**WORK REQUEST**
Select the lines below containing the word "Lilac".

**RECORDS SHOWN**

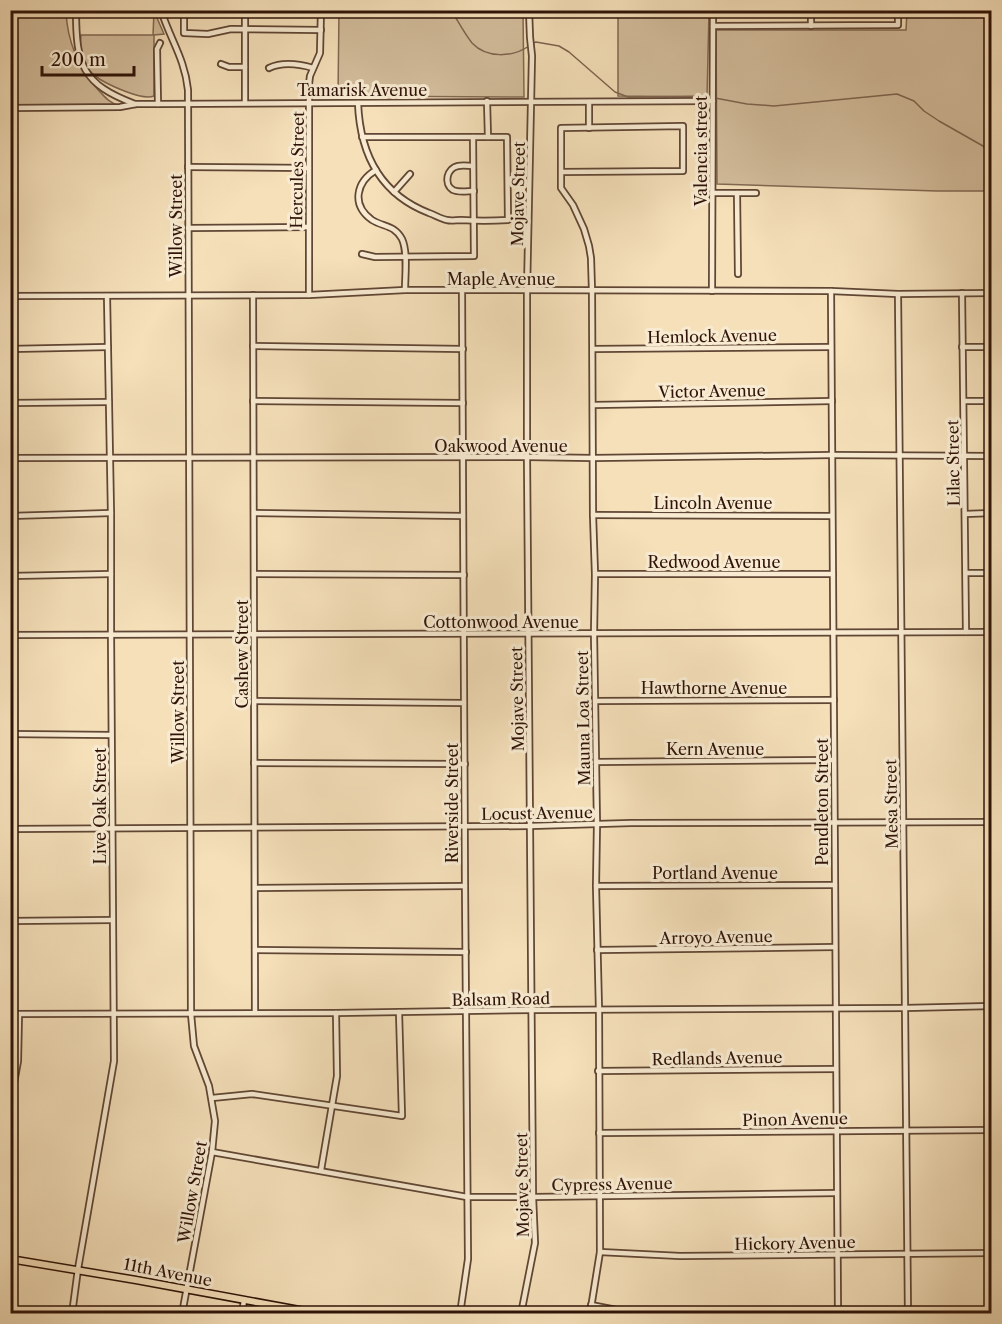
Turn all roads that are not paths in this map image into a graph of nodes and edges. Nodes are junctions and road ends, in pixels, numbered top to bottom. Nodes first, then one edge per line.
1 (76, 10) edge
2 (161, 10) edge
3 (183, 10) edge
4 (245, 10) edge
5 (321, 10) edge
6 (529, 10) edge
7 (713, 10) edge
8 (811, 10) edge
9 (898, 11) edge
10 (714, 26) junction
11 (811, 26) junction
12 (245, 29) junction
13 (321, 30) junction
14 (160, 43) dead end
15 (221, 64) dead end
16 (245, 67) junction
17 (268, 68) dead end
18 (313, 68) junction
19 (487, 101) junction
20 (532, 101) junction
21 (713, 101) junction
22 (310, 102) junction
23 (589, 102) junction
24 (245, 103) junction
25 (358, 103) junction
26 (136, 104) junction
27 (158, 104) junction
28 (189, 104) junction
29 (10, 108) edge
30 (589, 128) junction
31 (362, 137) junction
32 (473, 137) junction
33 (488, 137) junction
34 (473, 166) junction
35 (189, 167) junction
36 (309, 168) junction
37 (376, 170) junction
38 (561, 172) junction
39 (410, 174) dead end
40 (474, 191) junction
41 (394, 192) junction
42 (713, 193) junction
43 (737, 193) junction
44 (756, 193) dead end
45 (474, 221) junction
46 (308, 227) junction
47 (188, 228) junction
48 (362, 254) dead end
49 (405, 256) junction
50 (738, 274) dead end
51 (405, 290) junction
52 (527, 290) junction
53 (462, 291) junction
54 (592, 291) junction
55 (712, 291) junction
56 (831, 291) junction
57 (962, 293) junction
58 (992, 293) edge
59 (898, 294) junction
60 (188, 295) junction
61 (253, 295) junction
62 (309, 295) junction
63 (10, 296) edge
64 (107, 296) junction
65 (253, 346) junction
66 (108, 347) junction
67 (831, 347) junction
68 (963, 347) junction
69 (992, 347) edge
70 (10, 349) edge
71 (463, 349) junction
72 (593, 350) junction
73 (253, 401) junction
74 (831, 401) junction
75 (964, 401) junction
76 (992, 401) edge
77 (109, 402) junction
78 (10, 403) edge
79 (463, 404) junction
80 (593, 405) junction
81 (832, 455) junction
82 (900, 455) junction
83 (964, 456) junction
84 (992, 456) edge
85 (463, 457) junction
86 (527, 457) junction
87 (10, 458) edge
88 (110, 458) junction
89 (189, 458) junction
90 (254, 458) junction
91 (593, 458) junction
92 (111, 513) junction
93 (254, 513) junction
94 (992, 513) edge
95 (965, 514) junction
96 (593, 515) junction
97 (10, 516) edge
98 (463, 516) junction
99 (832, 516) junction
100 (966, 573) junction
101 (992, 573) edge
102 (111, 574) junction
103 (254, 574) junction
104 (595, 574) junction
105 (833, 574) junction
106 (464, 575) junction
107 (10, 576) edge
108 (901, 632) junction
109 (966, 632) junction
110 (992, 632) edge
111 (833, 633) junction
112 (464, 634) junction
113 (528, 634) junction
114 (594, 634) junction
115 (10, 635) edge
116 (111, 635) junction
117 (189, 635) junction
118 (254, 635) junction
119 (595, 700) junction
120 (834, 700) junction
121 (254, 701) junction
122 (464, 703) junction
123 (10, 734) edge
124 (111, 735) junction
125 (834, 760) junction
126 (596, 762) junction
127 (254, 763) junction
128 (465, 764) junction
129 (903, 822) junction
130 (992, 822) edge
131 (834, 823) junction
132 (597, 824) junction
133 (465, 826) junction
134 (530, 826) junction
135 (112, 828) junction
136 (191, 828) junction
137 (255, 828) junction
138 (10, 829) edge
139 (835, 885) junction
140 (465, 886) junction
141 (596, 886) junction
142 (255, 888) junction
143 (112, 920) junction
144 (10, 921) edge
145 (835, 947) junction
146 (255, 950) junction
147 (597, 950) junction
148 (466, 952) junction
149 (992, 1006) edge
150 (836, 1008) junction
151 (905, 1008) junction
152 (532, 1010) junction
153 (599, 1010) junction
154 (255, 1012) junction
155 (399, 1012) junction
156 (466, 1012) junction
157 (113, 1013) junction
158 (336, 1013) junction
159 (10, 1014) edge
160 (20, 1014) junction
161 (191, 1014) junction
162 (836, 1069) junction
163 (598, 1071) junction
164 (212, 1098) junction
165 (10, 1105) edge
166 (331, 1106) junction
167 (992, 1130) edge
168 (837, 1131) junction
169 (906, 1131) junction
170 (599, 1133) junction
171 (212, 1152) junction
172 (321, 1170) junction
173 (837, 1193) junction
174 (599, 1196) junction
175 (467, 1197) junction
176 (533, 1197) junction
177 (600, 1252) junction
178 (992, 1253) edge
179 (907, 1254) junction
180 (837, 1255) junction
181 (10, 1259) edge
182 (78, 1269) junction
183 (187, 1290) junction
184 (244, 1300) junction
185 (591, 1305) junction
186 (295, 1311) edge
187 (72, 1314) edge
188 (182, 1314) edge
189 (242, 1314) edge
190 (321, 1314) edge
191 (460, 1314) edge
192 (521, 1314) edge
193 (590, 1314) edge
194 (637, 1314) edge
195 (838, 1314) edge
196 (908, 1314) edge

1 - 26 street
2 - 28 street
3 - 12 street
4 - 12 street
5 - 13 street, Hercules Street
6 - 20 street, Mojave Street
7 - 10 street, Valencia street
8 - 11 street
9 - 11 street
10 - 11 street
10 - 21 street, Valencia street
12 - 13 street
12 - 16 street
13 - 18 street, Hercules Street
14 - 27 street
15 - 16 street
16 - 24 street
17 - 18 street
18 - 22 street, Hercules Street
19 - 20 street, Tamarisk Avenue
19 - 25 street, Tamarisk Avenue
19 - 33 street
20 - 23 street, Tamarisk Avenue
20 - 52 street, Mojave Street
21 - 23 street, Tamarisk Avenue
21 - 42 street, Valencia street
22 - 24 street, Tamarisk Avenue
22 - 25 street, Tamarisk Avenue
22 - 36 street, Hercules Street
23 - 30 street
24 - 28 street, Tamarisk Avenue
25 - 31 street
26 - 27 street, Tamarisk Avenue
26 - 29 street, Tamarisk Avenue
27 - 28 street, Tamarisk Avenue
28 - 35 street, Willow Street
30 - 38 street, Mauna Loa Street
30 - 38 street
31 - 32 street
31 - 37 street
32 - 33 street
32 - 34 street
33 - 45 street
34 - 40 street
34 - 40 street
35 - 36 street
35 - 47 street, Willow Street
36 - 46 street, Hercules Street
37 - 41 street
37 - 49 street
38 - 54 street, Mauna Loa Street
39 - 41 street
40 - 45 street
41 - 45 street
42 - 43 street
42 - 55 street, Valencia street
43 - 44 street
43 - 50 street
45 - 49 street
46 - 47 street
46 - 62 street, Hercules Street
47 - 60 street, Willow Street
48 - 49 street
49 - 51 street
51 - 53 street, Maple Avenue
51 - 62 street, Maple Avenue
52 - 53 street, Maple Avenue
52 - 54 street, Maple Avenue
52 - 86 street, Mojave Street
53 - 71 street, Riverside Street
54 - 55 street, Maple Avenue
54 - 72 street, Mauna Loa Street
55 - 56 street, Maple Avenue
56 - 59 street, Maple Avenue
56 - 67 street, Pendleton Street
57 - 58 street, Maple Avenue
57 - 59 street, Maple Avenue
57 - 68 street, Lilac Street
59 - 82 street, Mesa Street
60 - 61 street, Maple Avenue
60 - 64 street, Maple Avenue
60 - 89 street, Willow Street
61 - 62 street, Maple Avenue
61 - 65 street, Cashew Street
63 - 64 street, Maple Avenue
64 - 66 street, Live Oak Street
65 - 71 street
65 - 73 street, Cashew Street
66 - 70 street
66 - 77 street, Live Oak Street
67 - 72 street, Hemlock Avenue
67 - 74 street, Pendleton Street
68 - 69 street
68 - 75 street, Lilac Street
71 - 79 street, Riverside Street
72 - 80 street, Mauna Loa Street
73 - 79 street
73 - 90 street, Cashew Street
74 - 80 street, Victor Avenue
74 - 81 street, Pendleton Street
75 - 76 street
75 - 83 street, Lilac Street
77 - 78 street
77 - 88 street, Live Oak Street
79 - 85 street, Riverside Street
80 - 91 street, Mauna Loa Street
81 - 82 street, Oakwood Avenue
81 - 91 street, Oakwood Avenue
81 - 99 street, Pendleton Street
82 - 83 street, Oakwood Avenue
82 - 108 street, Mesa Street
83 - 84 street, Oakwood Avenue
83 - 95 street, Lilac Street
85 - 86 street, Oakwood Avenue
85 - 90 street, Oakwood Avenue
85 - 98 street, Riverside Street
86 - 91 street, Oakwood Avenue
86 - 113 street, Mojave Street
87 - 88 street, Oakwood Avenue
88 - 89 street, Oakwood Avenue
88 - 92 street, Live Oak Street
89 - 90 street, Oakwood Avenue
89 - 117 street, Willow Street
90 - 93 street, Cashew Street
91 - 96 street, Mauna Loa Street
92 - 97 street
92 - 102 street, Live Oak Street
93 - 98 street
93 - 103 street, Cashew Street
94 - 95 street
95 - 100 street, Lilac Street
96 - 99 street, Lincoln Avenue
96 - 104 street, Mauna Loa Street
98 - 106 street, Riverside Street
99 - 105 street, Pendleton Street
100 - 101 street
100 - 109 street, Lilac Street
102 - 107 street
102 - 116 street, Live Oak Street
103 - 106 street
103 - 118 street, Cashew Street
104 - 105 street, Redwood Avenue
104 - 114 street, Mauna Loa Street
105 - 111 street, Pendleton Street
106 - 112 street, Riverside Street
108 - 109 street, Cottonwood Avenue
108 - 111 street, Cottonwood Avenue
108 - 129 street, Mesa Street
109 - 110 street, Cottonwood Avenue
111 - 114 street, Cottonwood Avenue
111 - 120 street, Pendleton Street
112 - 113 street, Cottonwood Avenue
112 - 118 street, Cottonwood Avenue
112 - 122 street, Riverside Street
113 - 114 street, Cottonwood Avenue
113 - 134 street, Mojave Street
114 - 119 street, Mauna Loa Street
115 - 116 street, Cottonwood Avenue
116 - 117 street, Cottonwood Avenue
116 - 124 street, Live Oak Street
117 - 118 street, Cottonwood Avenue
117 - 136 street, Willow Street
118 - 121 street, Cashew Street
119 - 120 street, Hawthorne Avenue
119 - 126 street, Mauna Loa Street
120 - 125 street, Pendleton Street
121 - 122 street
121 - 127 street, Cashew Street
122 - 128 street, Riverside Street
123 - 124 street
124 - 135 street, Live Oak Street
125 - 126 street, Kern Avenue
125 - 131 street, Pendleton Street
126 - 132 street, Mauna Loa Street
127 - 128 street
127 - 137 street, Cashew Street
128 - 133 street, Riverside Street
129 - 130 street, Locust Avenue
129 - 131 street, Locust Avenue
129 - 151 street, Mesa Street
131 - 132 street, Locust Avenue
131 - 139 street, Pendleton Street
132 - 134 street, Locust Avenue
132 - 141 street, Mauna Loa Street
133 - 134 street, Locust Avenue
133 - 137 street, Locust Avenue
133 - 140 street, Riverside Street
134 - 152 street, Mojave Street
135 - 136 street, Locust Avenue
135 - 138 street, Locust Avenue
135 - 143 street, Live Oak Street
136 - 137 street, Locust Avenue
136 - 161 street, Willow Street
137 - 142 street, Cashew Street
139 - 141 street, Portland Avenue
139 - 145 street, Pendleton Street
140 - 142 street
140 - 148 street, Riverside Street
141 - 147 street, Mauna Loa Street
142 - 146 street, Cashew Street
143 - 144 street
143 - 157 street, Live Oak Street
145 - 147 street, Arroyo Avenue
145 - 150 street, Pendleton Street
146 - 148 street
146 - 154 street, Cashew Street
147 - 153 street, Mauna Loa Street
148 - 156 street, Riverside Street
149 - 151 street, Balsam Road
150 - 151 street, Balsam Road
150 - 153 street, Balsam Road
150 - 162 street, Pendleton Street
151 - 169 street, Mesa Street
152 - 153 street, Balsam Road
152 - 156 street, Balsam Road
152 - 176 street, Mojave Street
153 - 163 street, Mauna Loa Street
154 - 158 street, Balsam Road
154 - 161 street, Balsam Road
155 - 156 street, Balsam Road
155 - 158 street, Balsam Road
155 - 166 street
156 - 175 street, Riverside Street
157 - 160 street, Balsam Road
157 - 161 street, Balsam Road
157 - 182 street, Live Oak Street
158 - 166 street
159 - 160 street, Balsam Road
160 - 165 street
161 - 164 street, Willow Street
162 - 163 street, Redlands Avenue
162 - 168 street, Pendleton Street
163 - 170 street, Mauna Loa Street
164 - 166 street
164 - 171 street, Willow Street
166 - 172 street
167 - 169 street, Pinon Avenue
168 - 169 street, Pinon Avenue
168 - 170 street, Pinon Avenue
168 - 173 street, Pendleton Street
169 - 179 street, Mesa Street
170 - 174 street, Mauna Loa Street
171 - 172 street, Cypress Avenue
171 - 183 street, Willow Street
172 - 175 street, Cypress Avenue
173 - 174 street, Cypress Avenue
173 - 180 street, Pendleton Street
174 - 176 street, Cypress Avenue
174 - 177 street, Mauna Loa Street
175 - 176 street, Cypress Avenue
175 - 191 street, Riverside Street
176 - 192 street, Mojave Street
177 - 180 street, Hickory Avenue
177 - 185 street, Mauna Loa Street
178 - 179 street, Hickory Avenue
179 - 180 street, Hickory Avenue
179 - 196 street, Mesa Street
180 - 195 street, Pendleton Street
181 - 182 main road, 11th Avenue
182 - 183 main road, 11th Avenue
182 - 187 street, Live Oak Street
183 - 184 main road, 11th Avenue
183 - 188 street, Willow Street
184 - 186 main road, 11th Avenue
184 - 189 street
185 - 193 street, Mauna Loa Street
185 - 194 street
186 - 190 main road, 11th Avenue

**SOLUTION FOR THIS EXERCISE**
57 - 68 street, Lilac Street
68 - 75 street, Lilac Street
75 - 83 street, Lilac Street
83 - 95 street, Lilac Street
95 - 100 street, Lilac Street
100 - 109 street, Lilac Street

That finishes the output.